▶ WHAT IS REQUIRED: Every entry below should be written out exactly, and no image should appear.

▶ ENTRIES SUPPLIED:
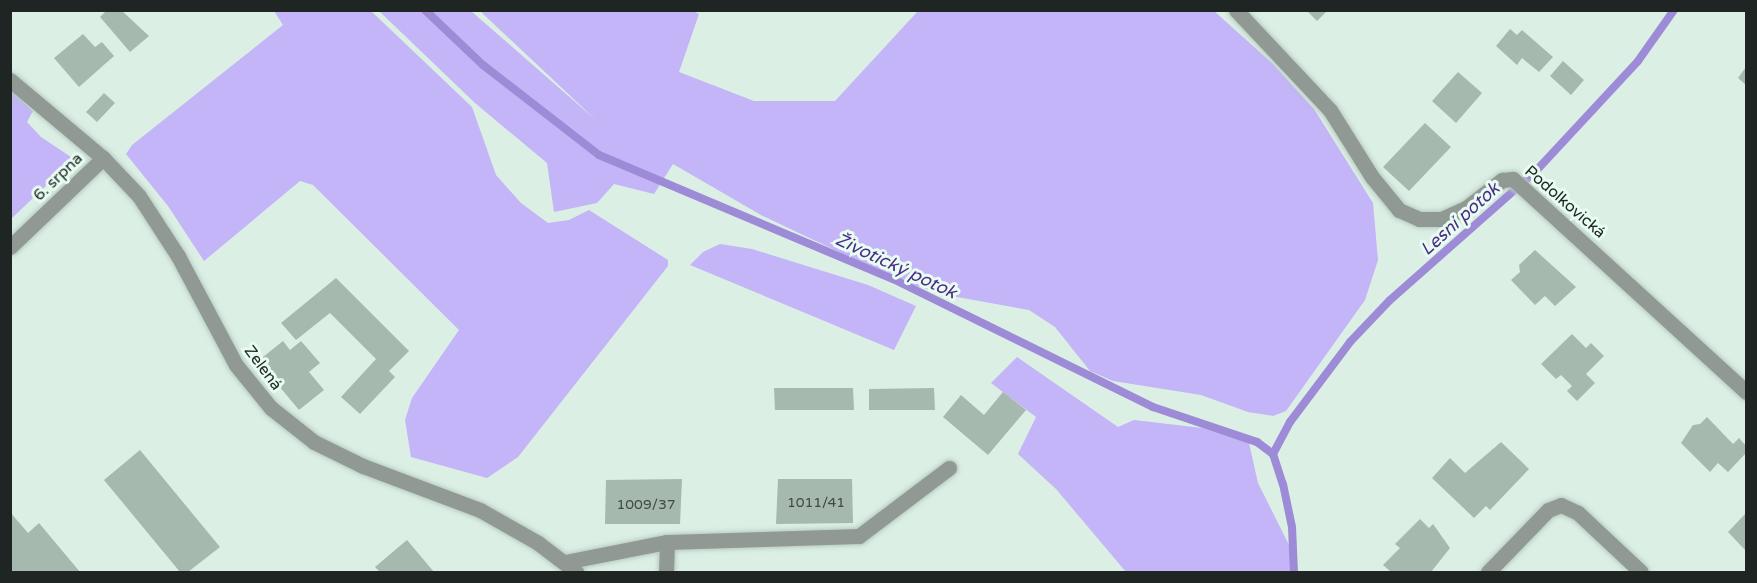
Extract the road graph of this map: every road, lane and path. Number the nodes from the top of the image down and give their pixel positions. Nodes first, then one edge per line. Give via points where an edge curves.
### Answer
1 (1236, 10) edge
2 (10, 80) edge
3 (103, 158) junction
4 (10, 246) edge
5 (1746, 392) edge
6 (949, 468) dead end
7 (667, 542) junction
8 (570, 567) edge
9 (666, 573) edge
10 (1488, 573) edge
11 (1641, 573) edge

1 - 5 street, Podolkovická via 1330,110 1372,177 1399,210 1419,219 1441,219 1466,208 1502,180 1514,179
2 - 3 street, Zelená
3 - 4 street, 6. srpna
3 - 8 street, Zelená via 139,196 178,256 236,365 271,408 314,441 363,466 480,510
6 - 7 street via 860,536
7 - 8 street
7 - 9 street
10 - 11 street via 1548,510 1560,506 1578,513

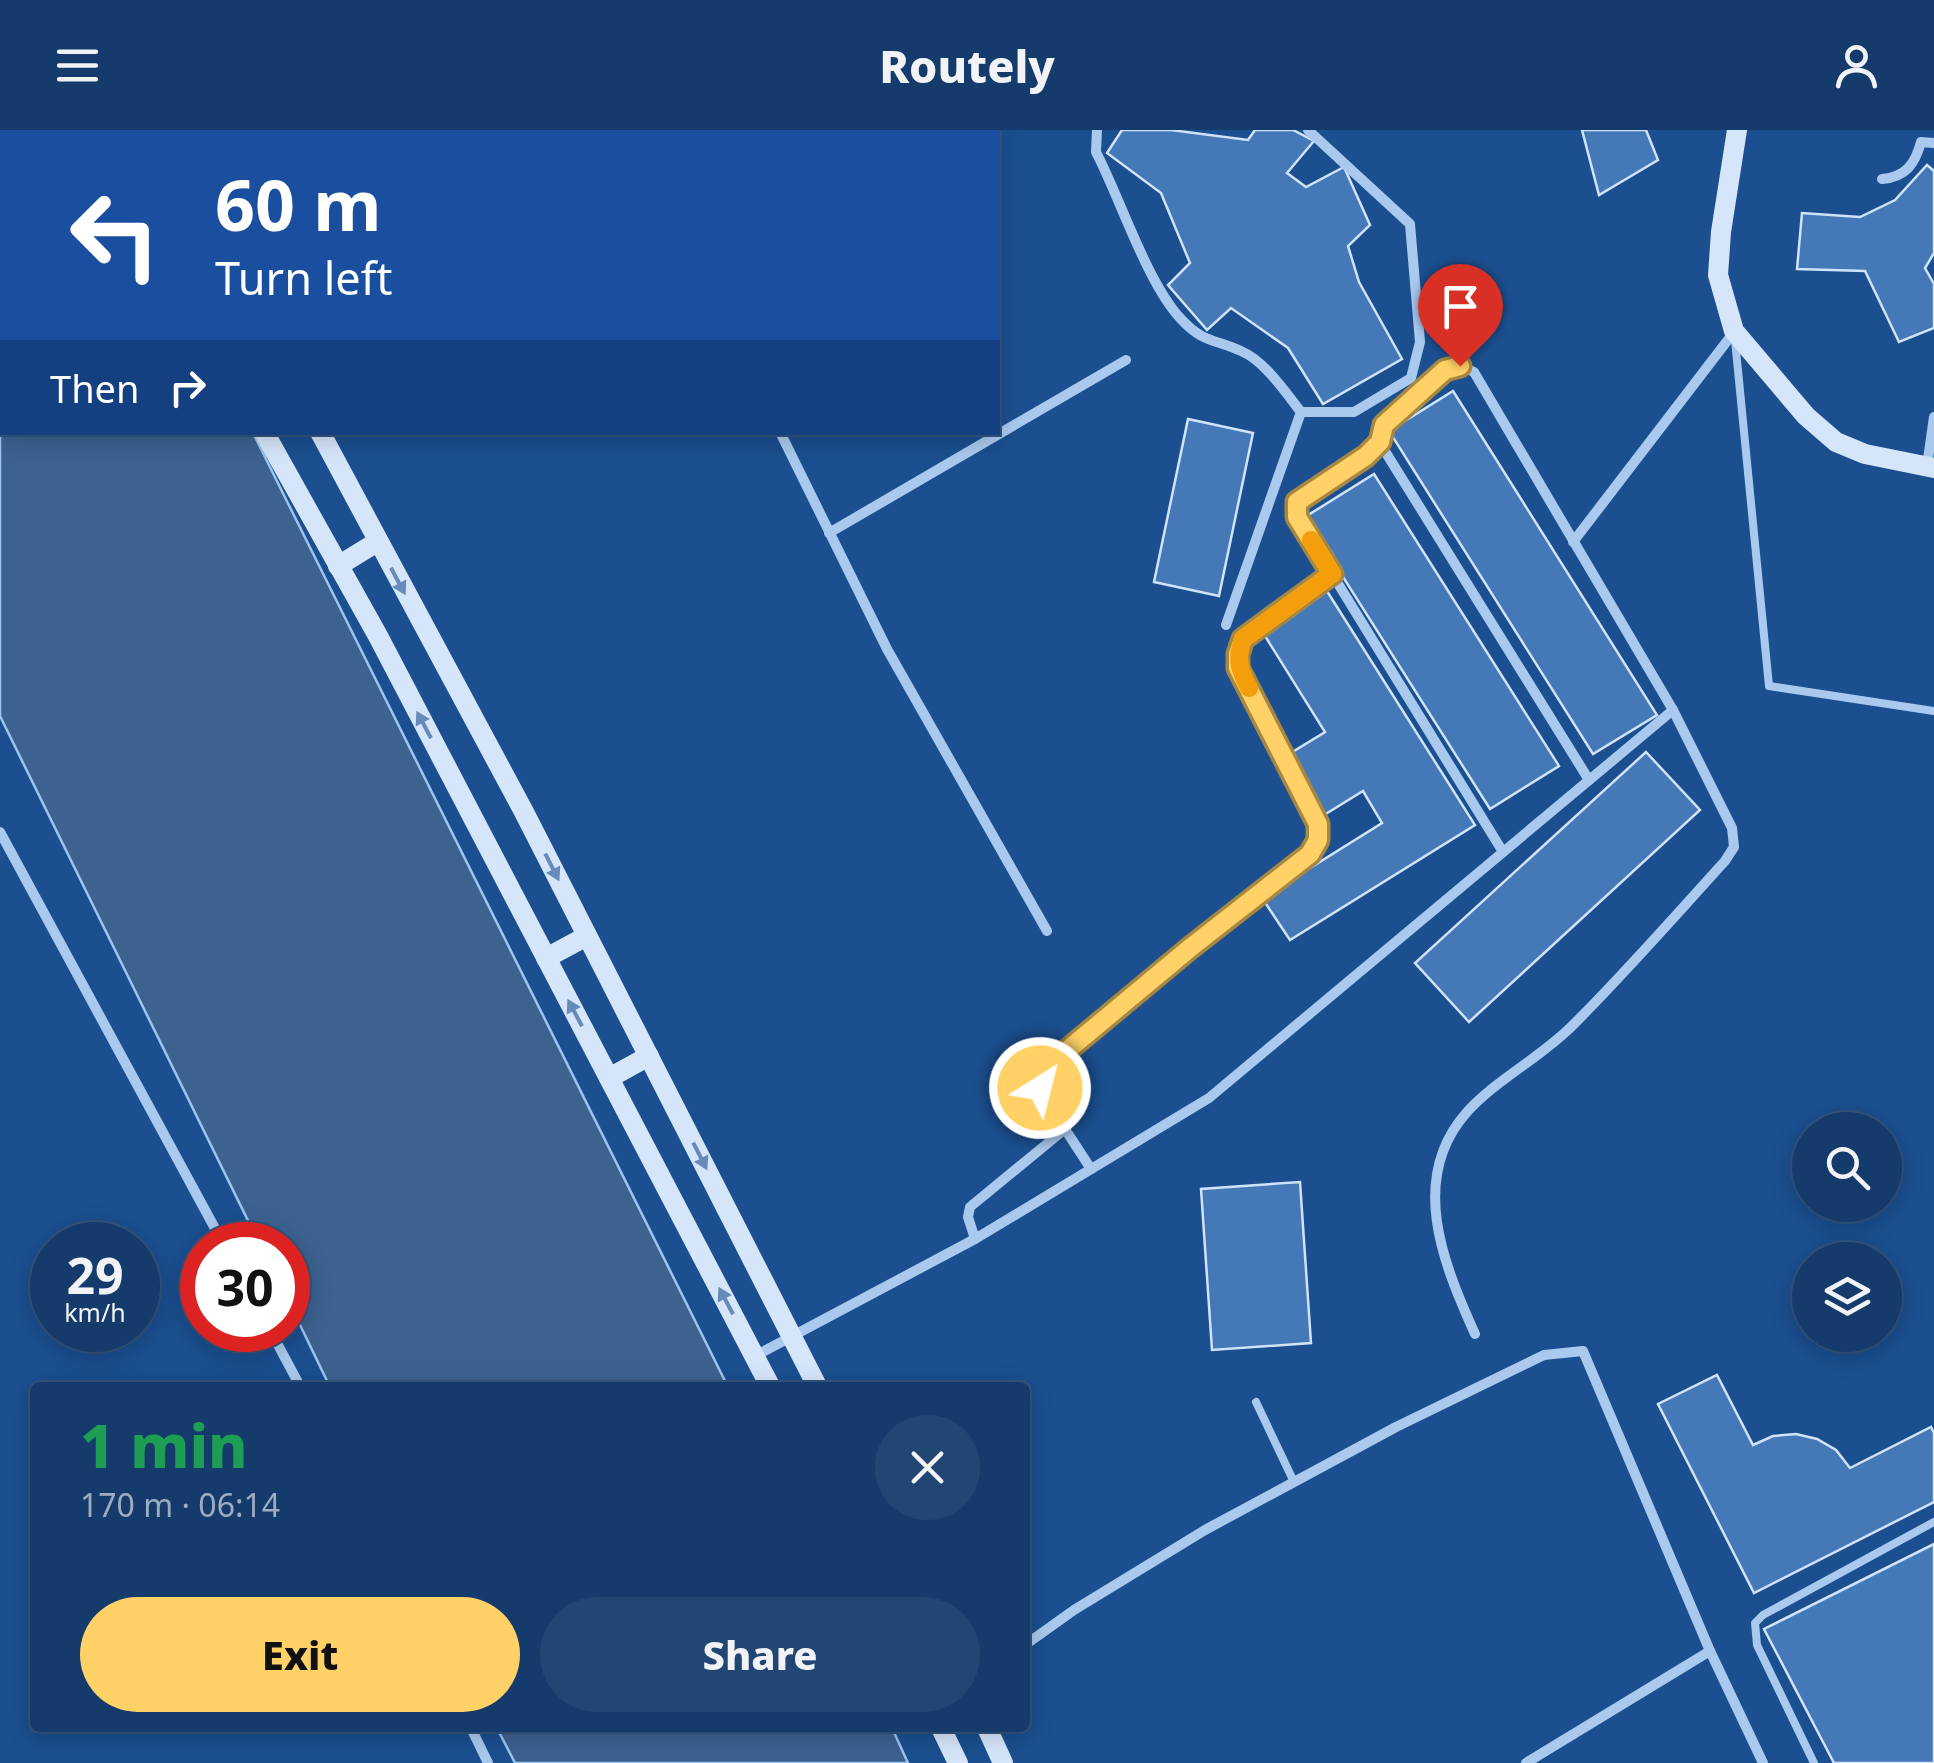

▶ SOLUTION TO THIS EXERCISE:
Extract the road graph of this map: every road, lane and path. Number the nodes from the top of the image down and give their pixel positions. Nodes first, then one edge per line. Give via points where an edge curves.
### Answer
1 (1236, 10) edge
2 (10, 80) edge
3 (103, 158) junction
4 (10, 246) edge
5 (1746, 392) edge
6 (949, 468) dead end
7 (667, 542) junction
8 (570, 567) edge
9 (666, 573) edge
10 (1488, 573) edge
11 (1641, 573) edge

1 - 5 street, Podolkovická via 1330,110 1372,177 1399,210 1419,219 1441,219 1466,208 1502,180 1514,179
2 - 3 street, Zelená
3 - 4 street, 6. srpna
3 - 8 street, Zelená via 139,196 178,256 236,365 271,408 314,441 363,466 480,510
6 - 7 street via 860,536
7 - 8 street
7 - 9 street
10 - 11 street via 1548,510 1560,506 1578,513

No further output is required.